Per quel che concerne la forma dell’accordo ex art. 1352 c.c., quest’ultima norma stabilisce che il patto deve essere formalizzato per iscritto: a) ad substantiam e dunque a pena di nullità, secondo consolidato orientamento giurisprudenziale (ex multis Cass., 24.6.2002, n. 9164; Cass., 14.4.2000, n. 4861; Cass., 5.10.2000, n. 13277. Contra Cass., 8.8.1997, n. 7354); b) affinché possa operare la presunzione di legge di cui al medesimo art. 1352 c.c., secondo dominante dottrina (Verdicchio, V., Forme volontarie ed accordo contrattuale, Napoli, 2002, 355 ss.; Perlingeri, P., Forme dei negozi e formalismo degl'interpreti, cit., 151 ss. Contra Benedetti, A. M., Autonomia privata procedimentale, Torino, 2002, 353 ss.; Favale, R., Forme extralegali e autonomia negoziale, cit., 341 ss.).

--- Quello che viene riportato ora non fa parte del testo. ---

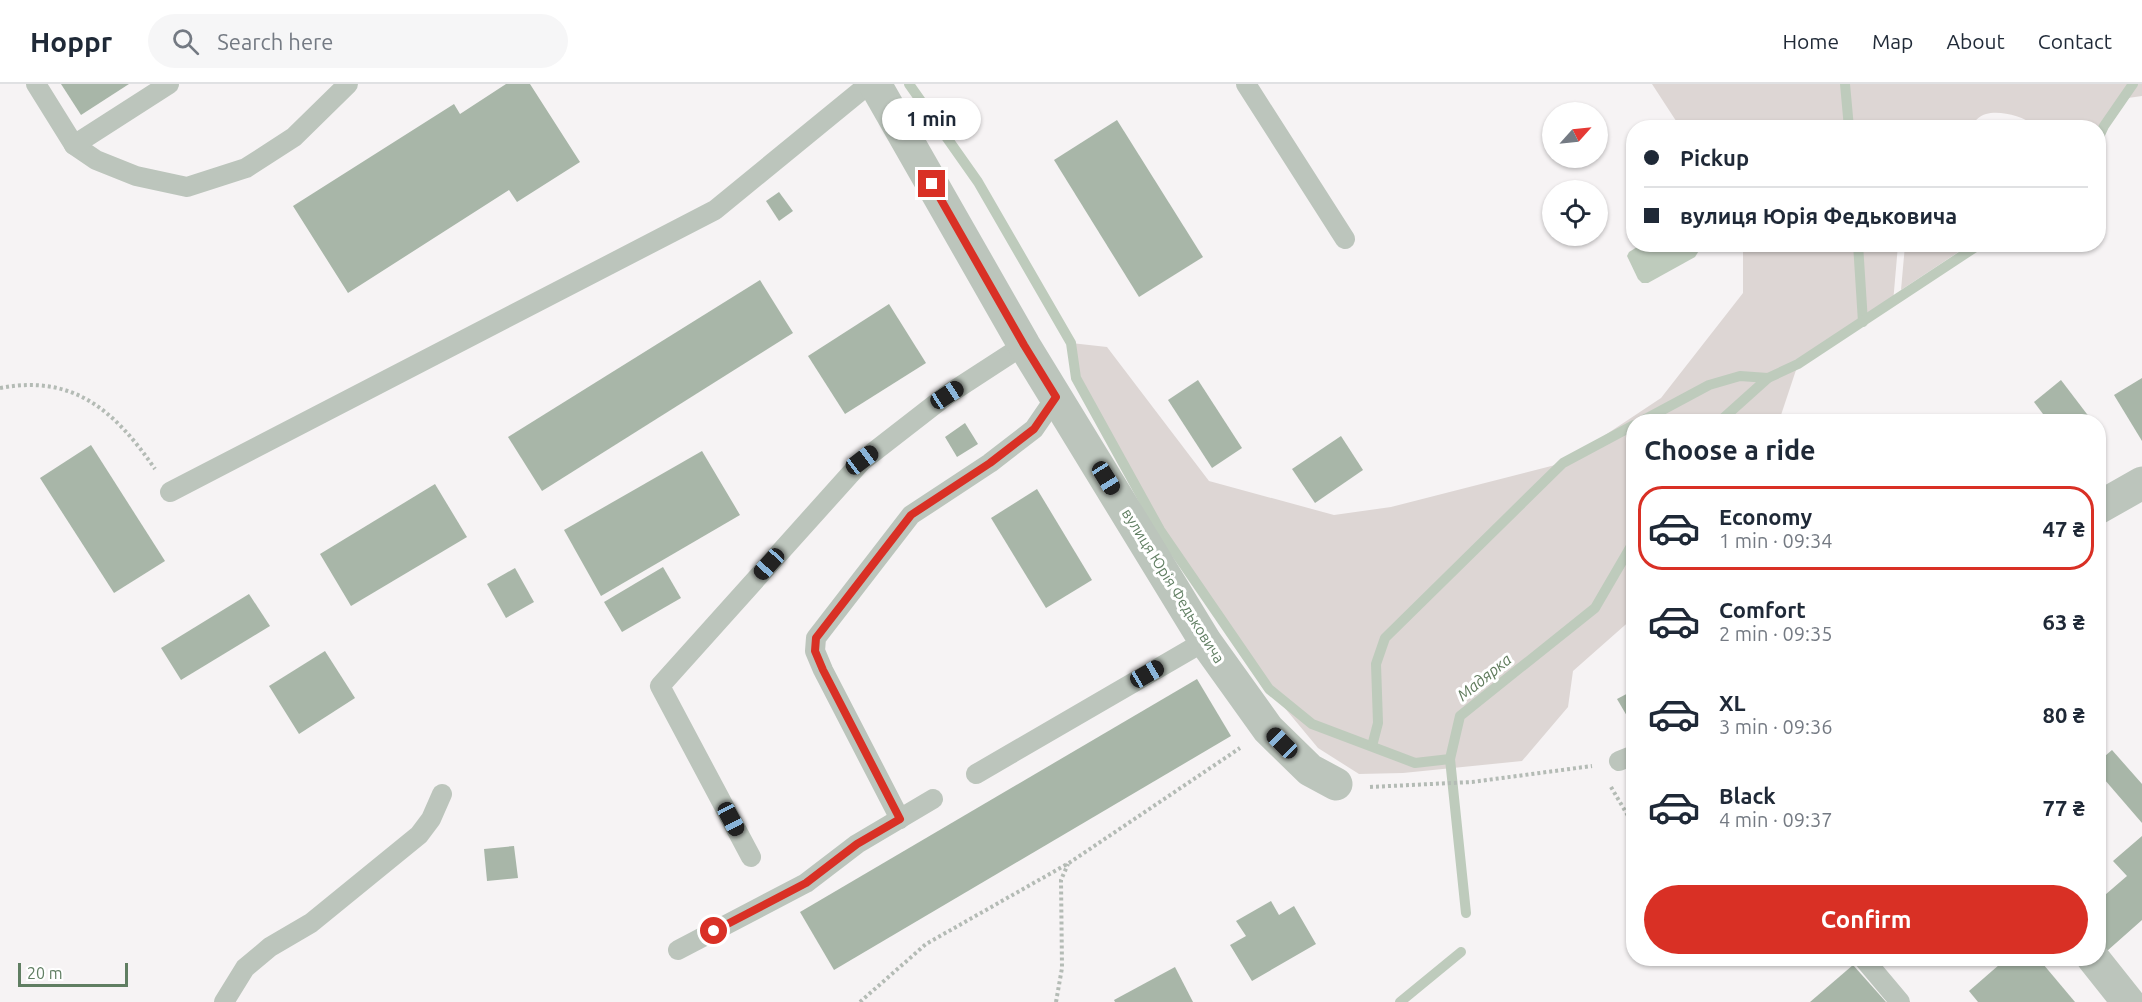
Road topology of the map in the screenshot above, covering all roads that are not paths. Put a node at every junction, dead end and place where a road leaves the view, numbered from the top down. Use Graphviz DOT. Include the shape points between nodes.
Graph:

Forma integrativa ad regularitatem

Alcuni vincoli di forma disposti dalla legge in relazione al compimento di peculiari atti giuridici sarebbero previsti non ad substantiam, nè ad probationem, bensì ad regularitatem, ossia affinché siano raggiunte specifiche finalità e/o perseguiti determinati ulteriori effetti. Ad esempio: a) la forma solenne per la costituzione di associazioni e fondazioni ex art. 14 c.c. sarebbe stabilita per ottenere lo status di ‘persona giuridica’ (Galgano, F., Delle associazioni non riconosciute e dei comitati, in Comm. Scialoja-Branca Scialoja, Bologna–Roma, 1967, 141 ss.); b) la forma scritta ex art. 1524 c.c. sarebbe stabilita per l’opponibilità del patto di riservato dominio ai creditori dell’acquirente (Liserre, A., Forma degli atti, in Enc. giur. Treccani, Roma, 1988, 2 ss.); c) la forma scritta ex art. 2787 c.c. sarebbe stabilita per la prelazione del creditore pignoratizio in relazione ad un credito di importo superiore ad € 2,58, ossia per l'opponibilità rispetto ai terzi creditori o aventi causa (Giorgianni, M., Forma degli atti, cit., 999 ss.); d) la forma scritta con autentica notarile delle sottoscrizioni dell’atto di trasferimento delle partecipazioni di società a responsabilità limitata ex art. 2470 c.c. sarebbe stabilita per consentirne il deposito (entro trenta giorni ed a cura del notaio autenticante) presso l'Ufficio del Registro delle Imprese (Stolfi, G., Appunti sull'art. 2479 c.c., in Giust. Civ., 1973, I,1, 539 ss.; Consiglio Nazionale dei Dottori Commercialisti e degli Esperti Contabili, Circolare n. 15/IR, 22.2.2010, 3 ss.).

Fonti normative

Art. 14 disp. prel. c.c.; art. 14 c.c.; art. 162 c.c.; art. 782 c.c.; art. 918 c.c.; art. 1284 c.c.; art. 1322 c.c.; art. 1325 c.c.; art. 1350 c.c.; art. 1351 c.c.; art. 1352 c.c.; artt. 1362 – 1365 c.c.; artt. 1367 – 1371 c.c.; art. 1392 c.c.; art. 1403 c.c.; art. 1524 c.c.; art. 1888 c.c.; art. 1965 c.c.; art. 1967 c.c.; art. 1978 c.c.; art. 2096 c.c.; art. 2125 c.c.; art. 2470 c.c.; art. 2479 c.c.; art. 2556 c.c.; art. 2596 c.c.; art. 2730 c.c.; art. 2735 c.c.; art. 2739 c.c.; art. 2787 c.c.; artt. 1 e 2, allegato al R.D. n. 1669 del 14.12.1933; artt. 1 e 2, allegato al R.D. n. 1736 del 21.12.1933.